Task | Search each line below for the word "Right" and list those that contain it.

Human pose keypoint data:
---

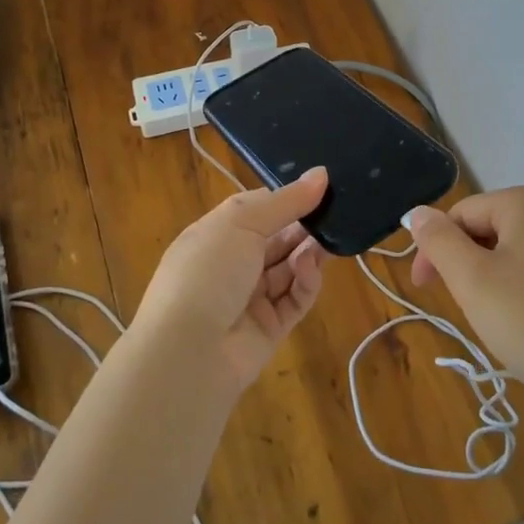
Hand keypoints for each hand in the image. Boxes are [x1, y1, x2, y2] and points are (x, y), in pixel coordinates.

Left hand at [132, 167, 330, 390]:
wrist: (188, 351)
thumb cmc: (208, 270)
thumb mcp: (243, 222)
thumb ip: (286, 200)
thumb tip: (322, 173)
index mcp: (216, 233)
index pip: (257, 209)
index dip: (286, 198)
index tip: (320, 187)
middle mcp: (232, 263)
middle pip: (277, 238)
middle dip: (304, 225)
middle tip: (335, 213)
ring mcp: (251, 297)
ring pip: (289, 267)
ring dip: (308, 253)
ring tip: (327, 241)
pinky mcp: (270, 327)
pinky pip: (295, 299)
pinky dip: (306, 282)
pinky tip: (310, 269)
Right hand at [407, 183, 523, 427]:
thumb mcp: (473, 281)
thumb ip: (439, 241)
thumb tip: (418, 212)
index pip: (461, 215)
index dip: (436, 251)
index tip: (424, 290)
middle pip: (486, 228)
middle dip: (466, 265)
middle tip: (466, 309)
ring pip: (510, 250)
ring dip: (490, 279)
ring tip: (497, 319)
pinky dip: (519, 288)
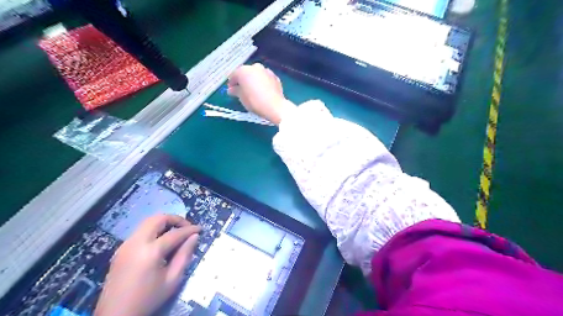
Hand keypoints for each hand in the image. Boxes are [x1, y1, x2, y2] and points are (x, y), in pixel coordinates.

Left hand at [95, 215, 201, 315]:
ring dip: (163, 223)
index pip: (175, 233)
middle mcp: (136, 242)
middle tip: (186, 228)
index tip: (200, 229)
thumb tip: (194, 237)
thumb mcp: (172, 280)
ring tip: (175, 233)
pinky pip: (140, 232)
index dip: (190, 229)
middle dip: (175, 219)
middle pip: (157, 219)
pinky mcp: (121, 250)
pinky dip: (154, 230)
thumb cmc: (148, 299)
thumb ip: (184, 255)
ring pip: (147, 223)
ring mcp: (126, 245)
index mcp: (150, 251)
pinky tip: (161, 242)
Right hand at [226, 63, 295, 124]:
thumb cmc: (254, 101)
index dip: (231, 82)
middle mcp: (255, 67)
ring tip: (253, 90)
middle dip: (244, 80)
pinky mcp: (275, 78)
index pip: (234, 75)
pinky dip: (263, 83)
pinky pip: (266, 79)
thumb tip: (232, 90)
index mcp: (244, 70)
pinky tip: (263, 91)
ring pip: (257, 74)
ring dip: (254, 80)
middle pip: (247, 72)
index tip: (231, 89)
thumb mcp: (241, 97)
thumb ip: (235, 91)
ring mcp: (267, 71)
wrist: (274, 106)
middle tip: (242, 89)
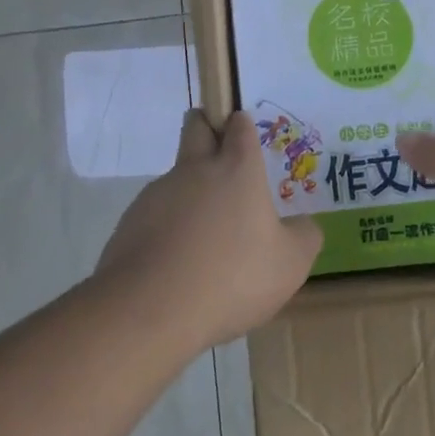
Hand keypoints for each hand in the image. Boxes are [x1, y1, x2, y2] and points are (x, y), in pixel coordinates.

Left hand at [94, 109, 321, 353]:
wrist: (150, 311)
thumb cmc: (232, 277)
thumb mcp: (291, 264)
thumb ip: (304, 236)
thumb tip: (301, 224)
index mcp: (238, 169)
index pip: (239, 126)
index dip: (243, 125)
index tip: (245, 132)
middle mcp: (196, 170)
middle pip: (197, 127)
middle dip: (207, 126)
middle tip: (220, 154)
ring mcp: (158, 194)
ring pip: (176, 176)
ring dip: (190, 191)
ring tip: (205, 239)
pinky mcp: (130, 223)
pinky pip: (154, 214)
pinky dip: (168, 228)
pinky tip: (178, 264)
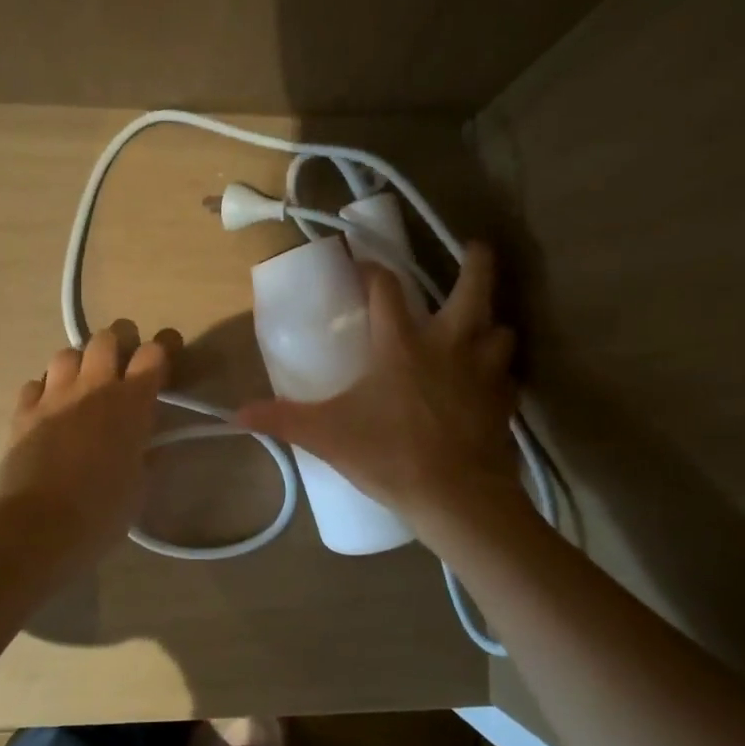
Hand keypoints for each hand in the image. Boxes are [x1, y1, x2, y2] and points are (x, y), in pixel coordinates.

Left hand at [0, 319, 179, 565]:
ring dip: (79, 363)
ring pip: (67, 353)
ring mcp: (54, 395)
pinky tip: (50, 408)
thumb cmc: (102, 511)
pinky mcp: (23, 411)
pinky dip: (46, 390)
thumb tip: (148, 443)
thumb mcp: (139, 483)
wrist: (39, 526)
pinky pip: (35, 383)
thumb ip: (146, 452)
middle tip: (124, 361)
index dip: (164, 348)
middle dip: (120, 341)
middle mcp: (93, 387)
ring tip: (83, 383)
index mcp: (131, 402)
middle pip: (107, 337)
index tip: (167, 355)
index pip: (153, 353)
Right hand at [237, 243, 519, 529]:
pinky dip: (499, 373)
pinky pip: (508, 375)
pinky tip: (488, 384)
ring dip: (490, 324)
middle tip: (476, 248)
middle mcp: (449, 344)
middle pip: (473, 286)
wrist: (457, 497)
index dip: (372, 270)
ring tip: (478, 330)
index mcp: (402, 344)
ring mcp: (484, 371)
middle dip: (477, 262)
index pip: (386, 288)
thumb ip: (283, 420)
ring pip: (501, 329)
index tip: (362, 265)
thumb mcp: (328, 436)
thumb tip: (236, 415)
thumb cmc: (391, 455)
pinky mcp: (505, 400)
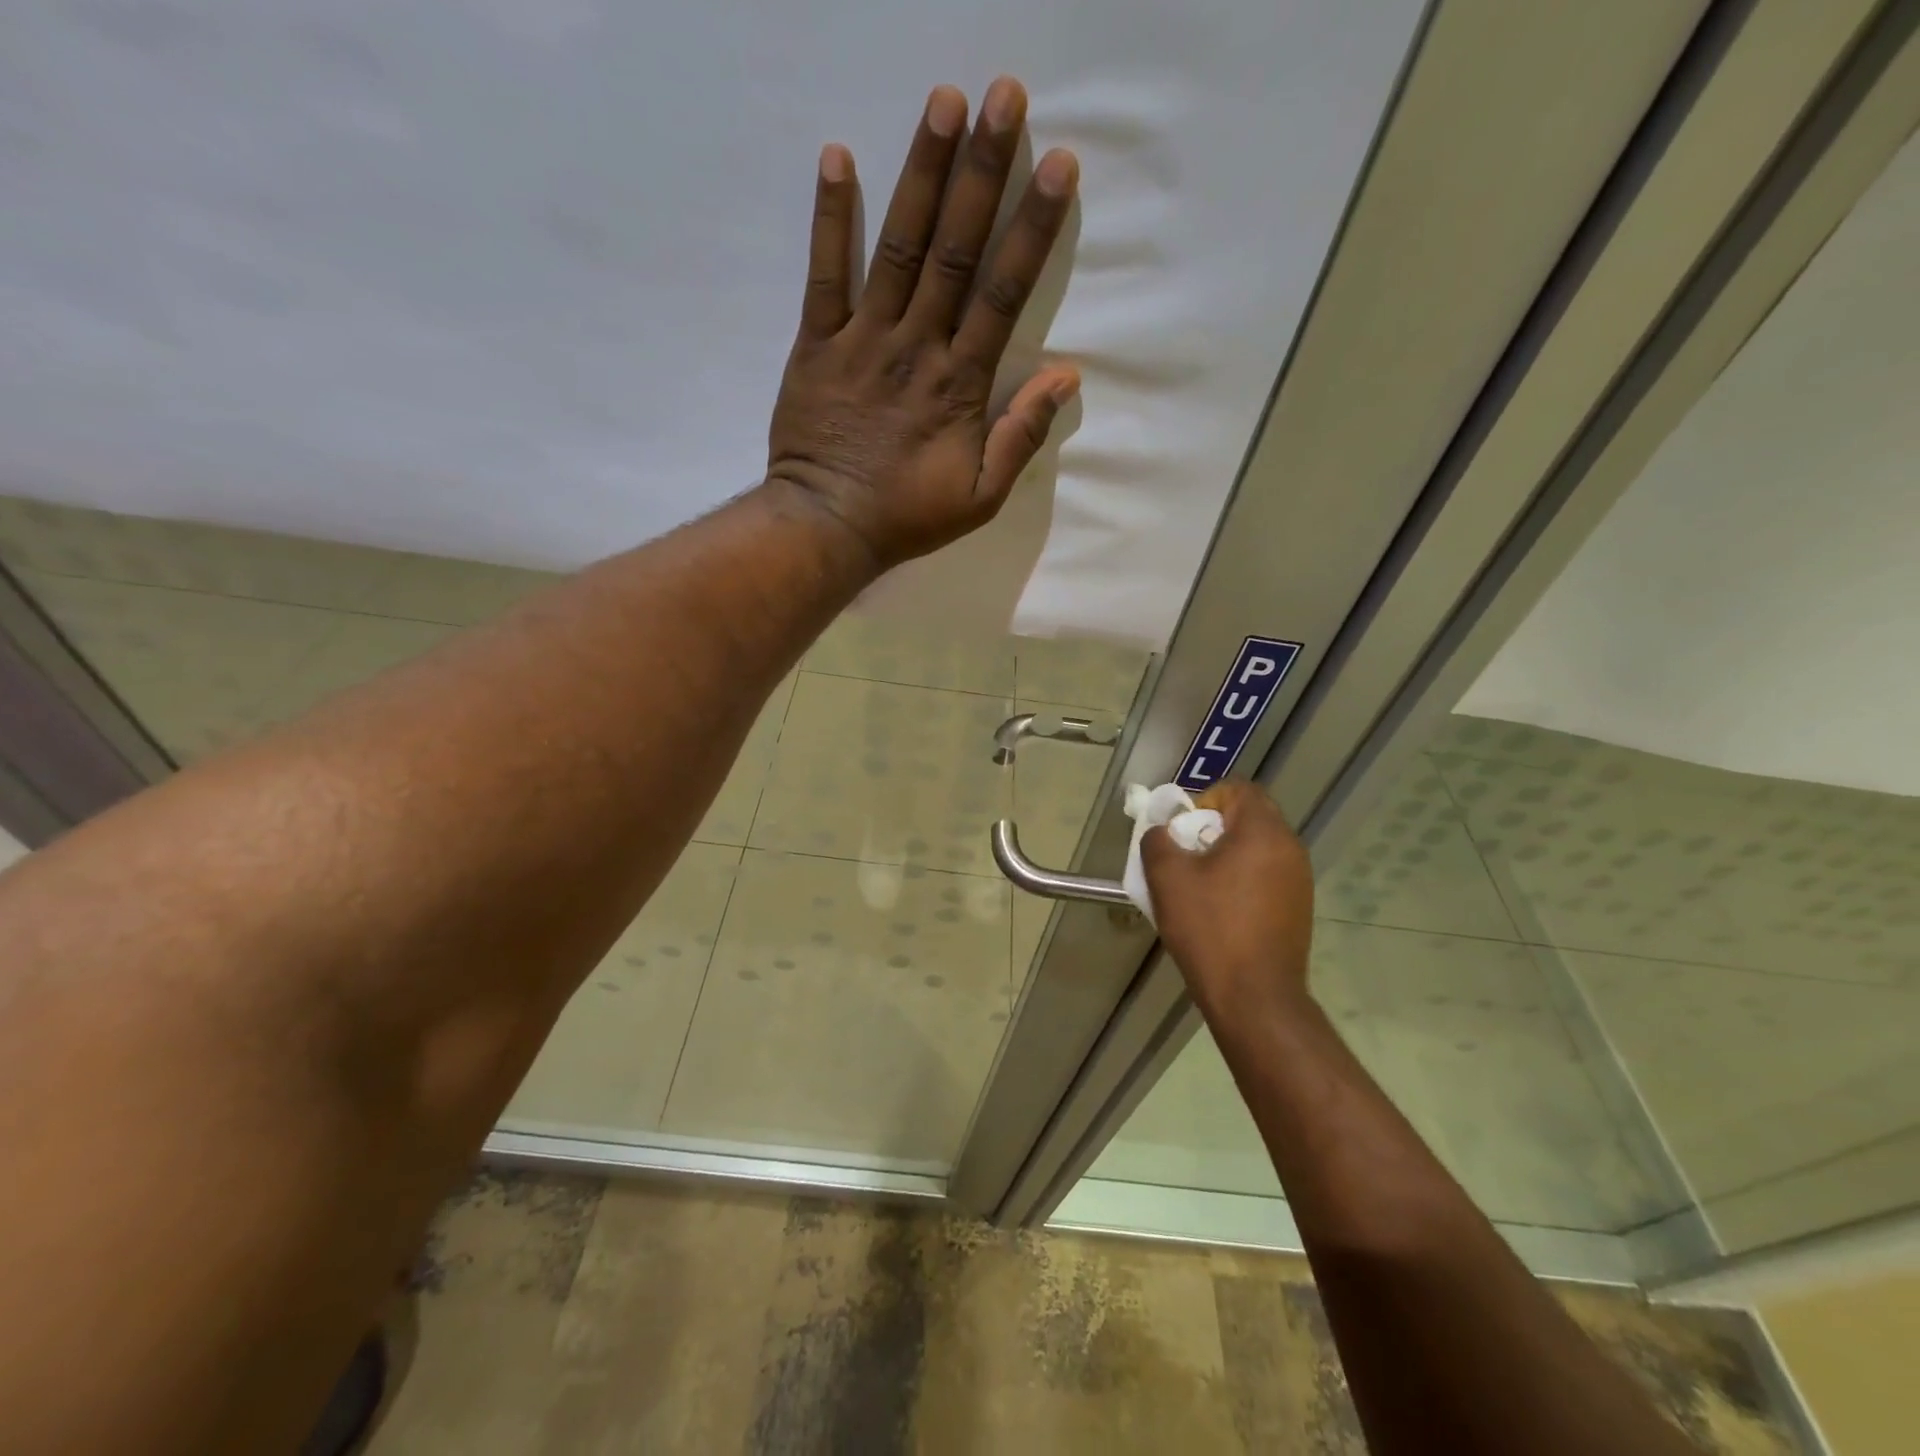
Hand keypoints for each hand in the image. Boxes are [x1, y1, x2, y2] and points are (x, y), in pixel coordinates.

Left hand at [766, 77, 1080, 570]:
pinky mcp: (816, 344)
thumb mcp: (981, 497)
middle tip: (1004, 96)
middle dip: (982, 172)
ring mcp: (862, 340)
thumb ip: (1021, 435)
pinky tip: (838, 157)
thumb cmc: (907, 516)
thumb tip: (1066, 376)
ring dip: (921, 174)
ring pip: (898, 248)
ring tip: (943, 102)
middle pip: (955, 250)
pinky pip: (824, 275)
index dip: (1032, 229)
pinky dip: (830, 219)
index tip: (1058, 166)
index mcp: (960, 383)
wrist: (827, 526)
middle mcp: (915, 346)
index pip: (1003, 294)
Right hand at [1142, 781, 1316, 1018]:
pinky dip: (1242, 881)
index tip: (1185, 832)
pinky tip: (1221, 912)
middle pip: (1250, 817)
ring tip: (1200, 888)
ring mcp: (1300, 880)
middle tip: (1187, 858)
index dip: (1206, 800)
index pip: (1239, 789)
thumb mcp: (1167, 878)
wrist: (1254, 998)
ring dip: (1227, 857)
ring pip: (1258, 849)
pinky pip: (1267, 876)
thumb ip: (1158, 840)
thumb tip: (1164, 833)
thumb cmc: (1210, 929)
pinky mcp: (1300, 908)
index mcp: (1263, 832)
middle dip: (1213, 830)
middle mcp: (1290, 848)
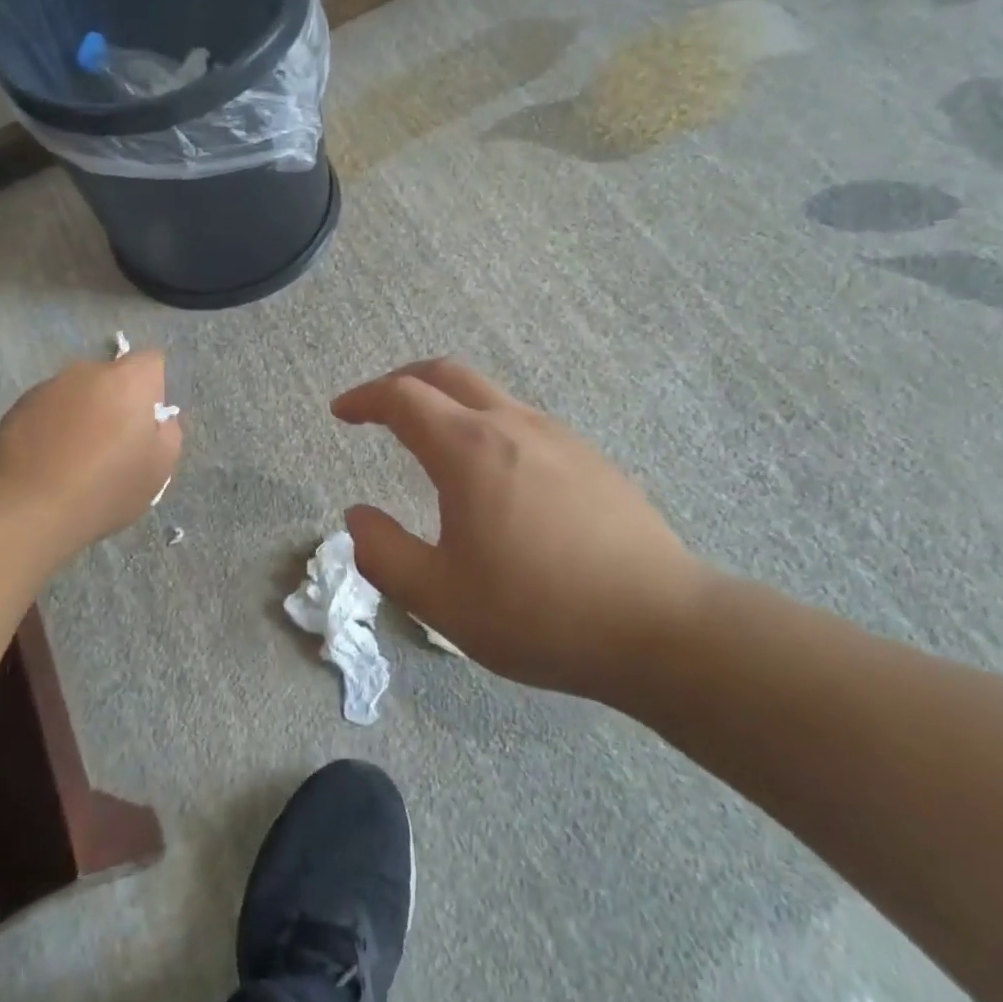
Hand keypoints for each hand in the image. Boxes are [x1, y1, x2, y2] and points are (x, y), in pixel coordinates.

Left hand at [0, 350, 181, 558]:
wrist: (29, 511)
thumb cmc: (106, 489)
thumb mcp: (159, 469)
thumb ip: (168, 433)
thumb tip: (158, 420)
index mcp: (128, 380)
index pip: (151, 361)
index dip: (154, 388)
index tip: (148, 421)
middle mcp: (86, 372)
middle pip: (111, 376)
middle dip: (116, 399)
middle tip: (114, 442)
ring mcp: (47, 387)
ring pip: (77, 392)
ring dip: (82, 413)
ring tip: (76, 456)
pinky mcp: (16, 408)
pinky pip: (47, 410)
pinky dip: (52, 426)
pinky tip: (48, 461)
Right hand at [332, 359, 713, 701]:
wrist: (661, 627)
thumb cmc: (539, 614)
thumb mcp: (440, 599)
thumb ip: (384, 554)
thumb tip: (357, 517)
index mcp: (470, 450)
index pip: (403, 398)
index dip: (364, 398)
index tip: (341, 412)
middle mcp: (514, 426)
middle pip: (447, 374)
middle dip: (403, 381)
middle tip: (377, 408)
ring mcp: (560, 437)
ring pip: (489, 395)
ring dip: (448, 403)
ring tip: (431, 443)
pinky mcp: (591, 459)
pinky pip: (524, 422)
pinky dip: (486, 425)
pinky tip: (494, 477)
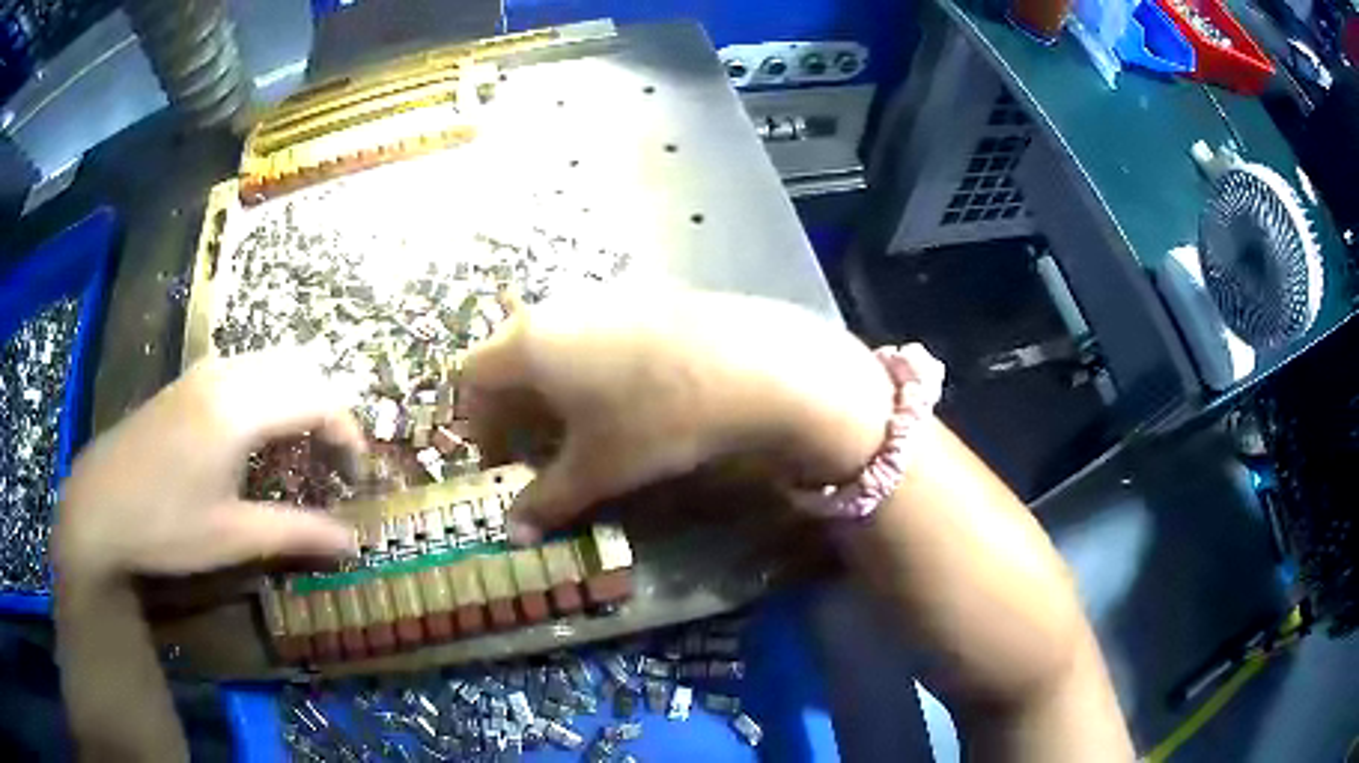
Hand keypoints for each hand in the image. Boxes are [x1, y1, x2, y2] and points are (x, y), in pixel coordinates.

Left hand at [55, 350, 360, 581]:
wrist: (97, 506)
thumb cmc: (163, 526)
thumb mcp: (231, 537)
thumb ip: (296, 533)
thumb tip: (354, 543)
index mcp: (239, 410)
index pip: (318, 400)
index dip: (348, 435)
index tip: (357, 477)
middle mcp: (225, 376)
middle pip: (300, 370)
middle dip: (327, 412)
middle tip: (332, 466)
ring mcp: (202, 374)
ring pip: (272, 364)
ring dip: (297, 400)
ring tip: (299, 454)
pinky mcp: (187, 383)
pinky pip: (245, 370)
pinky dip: (269, 395)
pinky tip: (256, 440)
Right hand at [463, 288, 893, 540]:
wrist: (753, 365)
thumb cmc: (656, 418)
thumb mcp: (597, 468)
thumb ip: (547, 500)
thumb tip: (513, 534)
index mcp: (528, 343)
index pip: (473, 377)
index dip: (479, 424)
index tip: (505, 462)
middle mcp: (556, 308)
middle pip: (511, 355)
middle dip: (515, 407)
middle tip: (541, 449)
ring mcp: (603, 295)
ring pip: (554, 342)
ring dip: (553, 386)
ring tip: (585, 426)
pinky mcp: (645, 294)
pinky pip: (594, 331)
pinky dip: (590, 365)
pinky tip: (629, 396)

---

Worked solution |
Right hand at [407, 183, 523, 427]:
Right hand at [226, 63, 295, 124]:
Right hand at [237, 243, 519, 529]:
Right hand at [1142, 781, 1316, 1018]:
Right hand at [332, 359, 713, 701]:
Right hand at [463, 288, 893, 540]:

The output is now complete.